## Recorded information:
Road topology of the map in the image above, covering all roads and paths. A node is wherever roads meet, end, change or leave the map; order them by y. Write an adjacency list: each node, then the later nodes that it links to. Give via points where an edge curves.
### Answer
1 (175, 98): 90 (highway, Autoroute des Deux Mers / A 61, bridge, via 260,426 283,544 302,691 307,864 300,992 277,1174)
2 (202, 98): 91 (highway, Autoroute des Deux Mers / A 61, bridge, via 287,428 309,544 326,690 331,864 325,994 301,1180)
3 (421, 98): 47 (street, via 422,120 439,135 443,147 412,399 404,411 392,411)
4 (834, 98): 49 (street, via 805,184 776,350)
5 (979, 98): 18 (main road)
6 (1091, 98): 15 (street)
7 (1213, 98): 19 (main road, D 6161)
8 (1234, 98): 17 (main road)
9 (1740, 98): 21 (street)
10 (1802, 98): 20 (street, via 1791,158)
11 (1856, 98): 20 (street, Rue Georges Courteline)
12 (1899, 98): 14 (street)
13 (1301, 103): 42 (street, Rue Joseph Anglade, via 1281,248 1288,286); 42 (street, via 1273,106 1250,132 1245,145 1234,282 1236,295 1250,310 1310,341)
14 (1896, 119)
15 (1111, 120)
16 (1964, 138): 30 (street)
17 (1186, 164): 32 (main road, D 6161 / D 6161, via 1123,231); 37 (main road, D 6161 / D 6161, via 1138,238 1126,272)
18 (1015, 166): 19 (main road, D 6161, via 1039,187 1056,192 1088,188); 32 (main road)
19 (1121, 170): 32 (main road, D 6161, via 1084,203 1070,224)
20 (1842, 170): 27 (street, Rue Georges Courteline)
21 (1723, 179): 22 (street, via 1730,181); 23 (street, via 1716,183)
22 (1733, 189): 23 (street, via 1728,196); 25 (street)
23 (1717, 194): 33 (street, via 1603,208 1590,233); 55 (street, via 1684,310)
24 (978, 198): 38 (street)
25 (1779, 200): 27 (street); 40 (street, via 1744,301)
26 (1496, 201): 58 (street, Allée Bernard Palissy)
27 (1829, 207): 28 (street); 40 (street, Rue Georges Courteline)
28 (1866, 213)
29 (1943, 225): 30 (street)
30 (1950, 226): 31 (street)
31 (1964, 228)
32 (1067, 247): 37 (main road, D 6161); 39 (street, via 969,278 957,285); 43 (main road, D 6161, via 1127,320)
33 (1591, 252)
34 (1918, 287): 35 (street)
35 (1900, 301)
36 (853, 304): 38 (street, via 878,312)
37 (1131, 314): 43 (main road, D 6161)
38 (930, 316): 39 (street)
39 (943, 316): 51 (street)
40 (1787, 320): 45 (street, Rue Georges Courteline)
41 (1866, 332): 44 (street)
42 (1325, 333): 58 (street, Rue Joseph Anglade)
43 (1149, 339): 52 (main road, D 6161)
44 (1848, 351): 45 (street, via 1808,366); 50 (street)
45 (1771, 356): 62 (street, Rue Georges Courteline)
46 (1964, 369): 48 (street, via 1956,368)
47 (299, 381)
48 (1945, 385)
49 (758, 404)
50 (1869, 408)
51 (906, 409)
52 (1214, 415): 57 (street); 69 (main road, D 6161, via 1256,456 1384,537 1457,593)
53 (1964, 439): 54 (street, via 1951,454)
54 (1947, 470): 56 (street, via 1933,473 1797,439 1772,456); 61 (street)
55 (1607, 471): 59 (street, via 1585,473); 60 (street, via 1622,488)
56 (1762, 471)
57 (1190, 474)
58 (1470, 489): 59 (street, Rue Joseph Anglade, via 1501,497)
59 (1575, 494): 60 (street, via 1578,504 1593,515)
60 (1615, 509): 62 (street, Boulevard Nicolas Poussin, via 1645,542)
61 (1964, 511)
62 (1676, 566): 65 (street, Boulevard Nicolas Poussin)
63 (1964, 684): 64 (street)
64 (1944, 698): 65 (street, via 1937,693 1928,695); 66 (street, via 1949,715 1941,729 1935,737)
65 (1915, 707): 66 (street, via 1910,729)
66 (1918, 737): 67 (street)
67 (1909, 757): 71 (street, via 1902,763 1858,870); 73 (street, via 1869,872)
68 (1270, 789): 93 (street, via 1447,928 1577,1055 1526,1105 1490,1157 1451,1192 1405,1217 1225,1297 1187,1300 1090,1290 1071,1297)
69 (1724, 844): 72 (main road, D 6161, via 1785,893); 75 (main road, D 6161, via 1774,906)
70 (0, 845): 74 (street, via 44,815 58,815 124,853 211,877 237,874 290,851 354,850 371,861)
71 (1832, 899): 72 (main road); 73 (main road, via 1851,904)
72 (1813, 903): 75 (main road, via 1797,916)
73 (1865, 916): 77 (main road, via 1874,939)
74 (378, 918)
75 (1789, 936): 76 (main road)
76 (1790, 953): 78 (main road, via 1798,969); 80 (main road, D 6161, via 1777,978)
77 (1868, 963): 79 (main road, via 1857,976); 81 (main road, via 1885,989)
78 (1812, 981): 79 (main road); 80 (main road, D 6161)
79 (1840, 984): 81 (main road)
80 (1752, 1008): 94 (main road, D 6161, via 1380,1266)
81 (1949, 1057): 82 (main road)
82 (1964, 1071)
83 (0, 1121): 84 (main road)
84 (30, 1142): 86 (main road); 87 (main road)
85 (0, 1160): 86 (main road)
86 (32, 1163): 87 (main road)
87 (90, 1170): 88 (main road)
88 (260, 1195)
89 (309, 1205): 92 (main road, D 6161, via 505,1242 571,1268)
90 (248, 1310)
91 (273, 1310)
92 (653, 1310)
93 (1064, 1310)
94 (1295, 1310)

## Exercise brief:
Retyping every line above exactly is all that is needed.

## Result of the exercise:
Road topology of the map in the image above, covering all roads and paths. A node is wherever roads meet, end, change or leave the map; order them by y. Write an adjacency list: each node, then the later nodes that it links to. Give via points where an edge curves.
### Answer
1 (175, 98): 90 (highway, Autoroute des Deux Mers / A 61, bridge, via 260,426 283,544 302,691 307,864 300,992 277,1174)
2 (202, 98): 91 (highway, Autoroute des Deux Mers / A 61, bridge, via 287,428 309,544 326,690 331,864 325,994 301,1180)
3 (421, 98): 47 (street, via 422,120 439,135 443,147 412,399 404,411 392,411)
4 (834, 98): 49 (street, via 805,184 776,350)
5 (979, 98): 18 (main road)
6 (1091, 98): 15 (street)
7 (1213, 98): 19 (main road, D 6161)
8 (1234, 98): 17 (main road)
9 (1740, 98): 21 (street)
10 (1802, 98): 20 (street, via 1791,158)
11 (1856, 98): 20 (street, Rue Georges Courteline)
12 (1899, 98): 14 (street)
13 (1301, 103): 42 (street, Rue Joseph Anglade, via 1281,248 1288,286); 42 (street, via 1273,106 1250,132 1245,145 1234,282 1236,295 1250,310 1310,341)
14 (1896, 119)
15 (1111, 120)
16 (1964, 138): 30 (street)
17 (1186, 164): 32 (main road, D 6161 / D 6161, via 1123,231); 37 (main road, D 6161 / D 6161, via 1138,238 1126,272)
18 (1015, 166): 19 (main road, D 6161, via 1039,187 1056,192 1088,188); 32 (main road)
19 (1121, 170): 32 (main road, D 6161, via 1084,203 1070,224)
20 (1842, 170): 27 (street, Rue Georges Courteline)
21 (1723, 179): 22 (street, via 1730,181); 23 (street, via 1716,183)
22 (1733, 189): 23 (street, via 1728,196); 25 (street)
23 (1717, 194): 33 (street, via 1603,208 1590,233); 55 (street, via 1684,310)
24 (978, 198): 38 (street)
25 (1779, 200): 27 (street); 40 (street, via 1744,301)
26 (1496, 201): 58 (street, Allée Bernard Palissy)
27 (1829, 207): 28 (street); 40 (street, Rue Georges Courteline)
28 (1866, 213)
29 (1943, 225): 30 (street)
30 (1950, 226): 31 (street)
31 (1964, 228)
32 (1067, 247): 37 (main road, D 6161); 39 (street, via 969,278 957,285); 43 (main road, D 6161, via 1127,320)
33 (1591, 252)
34 (1918, 287): 35 (street)
35 (1900, 301)
36 (853, 304): 38 (street, via 878,312)
37 (1131, 314): 43 (main road, D 6161)
38 (930, 316): 39 (street)
39 (943, 316): 51 (street)
40 (1787, 320): 45 (street, Rue Georges Courteline)
41 (1866, 332): 44 (street)
42 (1325, 333): 58 (street, Rue Joseph Anglade)
43 (1149, 339): 52 (main road, D 6161)
44 (1848, 351): 45 (street, via 1808,366); 50 (street)
45 (1771, 356): 62 (street, Rue Georges Courteline)
46 (1964, 369): 48 (street, via 1956,368)
47 (299, 381)
48 (1945, 385)
49 (758, 404)
50 (1869, 408)
51 (906, 409)
52 (1214, 415): 57 (street); 69 (main road, D 6161, via 1256,456 1384,537 1457,593)
53 (1964, 439): 54 (street, via 1951,454)
54 (1947, 470): 56 (street, via 1933,473 1797,439 1772,456); 61 (street)
55 (1607, 471): 59 (street, via 1585,473); 60 (street, via 1622,488)
56 (1762, 471)
57 (1190, 474)
58 (1470, 489): 59 (street, Rue Joseph Anglade, via 1501,497)
59 (1575, 494): 60 (street, via 1578,504 1593,515)
60 (1615, 509): 62 (street, Boulevard Nicolas Poussin, via 1645,542)
61 (1964, 511)
62 (1676, 566): 65 (street, Boulevard Nicolas Poussin)
63 (1964, 684): 64 (street)
64 (1944, 698): 65 (street, via 1937,693 1928,695); 66 (street, via 1949,715 1941,729 1935,737)
65 (1915, 707): 66 (street, via 1910,729)
66 (1918, 737): 67 (street)
67 (1909, 757): 71 (street, via 1902,763 1858,870); 73 (street, via 1869,872)
68 (1270, 789): 93 (street, via 1447,928 1577,1055 1526,1105 1490,1157 1451,1192 1405,1217 1225,1297 1187,1300 1090,1290 1071,1297)
69 (1724, 844): 72 (main road, D 6161, via 1785,893); 75 (main road, D 6161, via 1774,906)
70 (0, 845): 74 (street, via 44,815 58,815 124,853 211,877 237,874 290,851 354,850 371,861)
71 (1832, 899): 72 (main road); 73 (main road, via 1851,904)
72 (1813, 903): 75 (main road, via 1797,916)
73 (1865, 916): 77 (main road, via 1874,939)
74 (378, 918)
75 (1789, 936): 76 (main road)
76 (1790, 953): 78 (main road, via 1798,969); 80 (main road, D 6161, via 1777,978)
77 (1868, 963): 79 (main road, via 1857,976); 81 (main road, via 1885,989)
78 (1812, 981): 79 (main road); 80 (main road, D 6161)
79 (1840, 984): 81 (main road)
80 (1752, 1008): 94 (main road, D 6161, via 1380,1266)
81 (1949, 1057): 82 (main road)
82 (1964, 1071)
83 (0, 1121): 84 (main road)
84 (30, 1142): 86 (main road); 87 (main road)
85 (0, 1160): 86 (main road)
86 (32, 1163): 87 (main road)
87 (90, 1170): 88 (main road)
88 (260, 1195)
89 (309, 1205): 92 (main road, D 6161, via 505,1242 571,1268)
90 (248, 1310)
91 (273, 1310)
92 (653, 1310)
93 (1064, 1310)
94 (1295, 1310)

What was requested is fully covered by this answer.